Houston’s First has a heart for missions and sends teams on trips throughout the year to partner with various ministries and church plants. These trips are designed for Houston’s First to collaborate with our partners in the great work they are doing for the Gospel as well as support them in different ways. Trips vary in locations and activities, but they all have one thing in common – sharing the love and truth of Jesus.
A mission trip to Costa Rica was scheduled for March 14-21, but the team wasn’t able to travel due to the coronavirus outbreak.
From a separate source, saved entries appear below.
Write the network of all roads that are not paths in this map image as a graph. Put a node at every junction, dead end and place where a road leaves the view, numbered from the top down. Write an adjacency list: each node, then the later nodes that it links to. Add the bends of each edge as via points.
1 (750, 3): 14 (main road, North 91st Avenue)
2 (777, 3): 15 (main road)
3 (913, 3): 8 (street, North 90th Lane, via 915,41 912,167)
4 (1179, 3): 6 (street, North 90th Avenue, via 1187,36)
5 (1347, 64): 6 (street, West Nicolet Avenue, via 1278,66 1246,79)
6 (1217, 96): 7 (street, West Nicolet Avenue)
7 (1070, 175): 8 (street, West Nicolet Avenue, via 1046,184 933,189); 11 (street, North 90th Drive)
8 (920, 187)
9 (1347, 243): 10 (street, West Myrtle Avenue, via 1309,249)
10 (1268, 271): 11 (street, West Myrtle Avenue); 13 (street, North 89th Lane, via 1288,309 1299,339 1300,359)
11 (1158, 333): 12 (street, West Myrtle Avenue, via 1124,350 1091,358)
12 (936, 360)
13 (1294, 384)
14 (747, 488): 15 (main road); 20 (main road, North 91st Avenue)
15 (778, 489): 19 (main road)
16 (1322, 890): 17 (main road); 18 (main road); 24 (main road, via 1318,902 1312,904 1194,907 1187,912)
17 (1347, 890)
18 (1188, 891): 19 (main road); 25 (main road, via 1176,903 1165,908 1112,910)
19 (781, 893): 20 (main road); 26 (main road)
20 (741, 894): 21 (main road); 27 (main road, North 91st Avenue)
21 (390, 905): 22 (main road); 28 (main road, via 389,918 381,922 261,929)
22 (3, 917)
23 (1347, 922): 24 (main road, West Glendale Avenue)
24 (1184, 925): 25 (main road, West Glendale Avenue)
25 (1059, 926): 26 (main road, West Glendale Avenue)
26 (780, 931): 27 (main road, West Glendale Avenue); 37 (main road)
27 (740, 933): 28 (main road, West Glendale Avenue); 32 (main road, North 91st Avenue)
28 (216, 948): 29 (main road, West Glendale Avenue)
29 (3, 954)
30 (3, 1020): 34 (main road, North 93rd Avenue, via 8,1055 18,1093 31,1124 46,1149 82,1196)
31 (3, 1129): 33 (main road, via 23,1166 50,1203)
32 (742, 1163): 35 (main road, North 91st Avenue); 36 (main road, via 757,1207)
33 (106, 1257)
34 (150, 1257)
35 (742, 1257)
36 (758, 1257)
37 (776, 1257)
Even though the team wasn’t able to go, Houston’s First was still able to partner with a local church in Costa Rica to make a big impact in the kingdom of God.
Kevin Spivey, minister of assimilation at Houston’s First, explains the original plans for the trip.
“My wife, Marlen, and I were to lead the trip to Costa Rica with a team of 26 people.” Spivey says. “We were partnering with Tamarindo Church, an English- speaking church geared toward local business owners, and tourists, pastored by Lyle and Stacey Watson.”
The Watsons (first picture in gallery below) and the Tamarindo Church family have been ministering to Evelyn (second picture in gallery below), a local Costa Rican from the town of Los Pochotes who sells coconuts outside of the church on Sundays. Evelyn brought the light of Jesus into her community where there was once a lot of darkness. Evelyn even shared a video of a person preaching and singing praise and worship in the street to show how God is moving.
Tamarindo Church has come behind Evelyn to show God’s love to the people of Los Pochotes and she recently shared that the community could use a roof over the outside area where they are congregating for preaching and worship.
One of the ministry projects that the Houston’s First team had scheduled for the trip was to come alongside Tamarindo Church and build the first church in Evelyn’s small community.
“We were on board and excited to join in on what Jesus was doing there. Houston’s First sent the funds ahead of time for the ministry projects,” explained Spivey. “The funds were allocated for the roof, floor, electrical work, plumbing chairs, food for the church inauguration, and food bags for each family.”
When the Houston’s First team was unable to go on the trip, they told Tamarindo Church to proceed with the projects if they wished to do so. The Watsons approached their congregation to see if they wanted to take on the project as a church.
With the funds Houston’s First gave and with the local men of Los Pochotes, the church was built. Stacey Watson describes how this partnership with Houston’s First impacted the community.
“Houston’s First efforts have helped transform the community of Los Pochotes,” Watson describes. “Not only were we able to put people to work and finish the church space, this newly-birthed church body prayed God’s word into each home and blessed them with a bag of food. In addition, we were able to use this partnership and situation as an opportunity to learn how to serve the communities better.”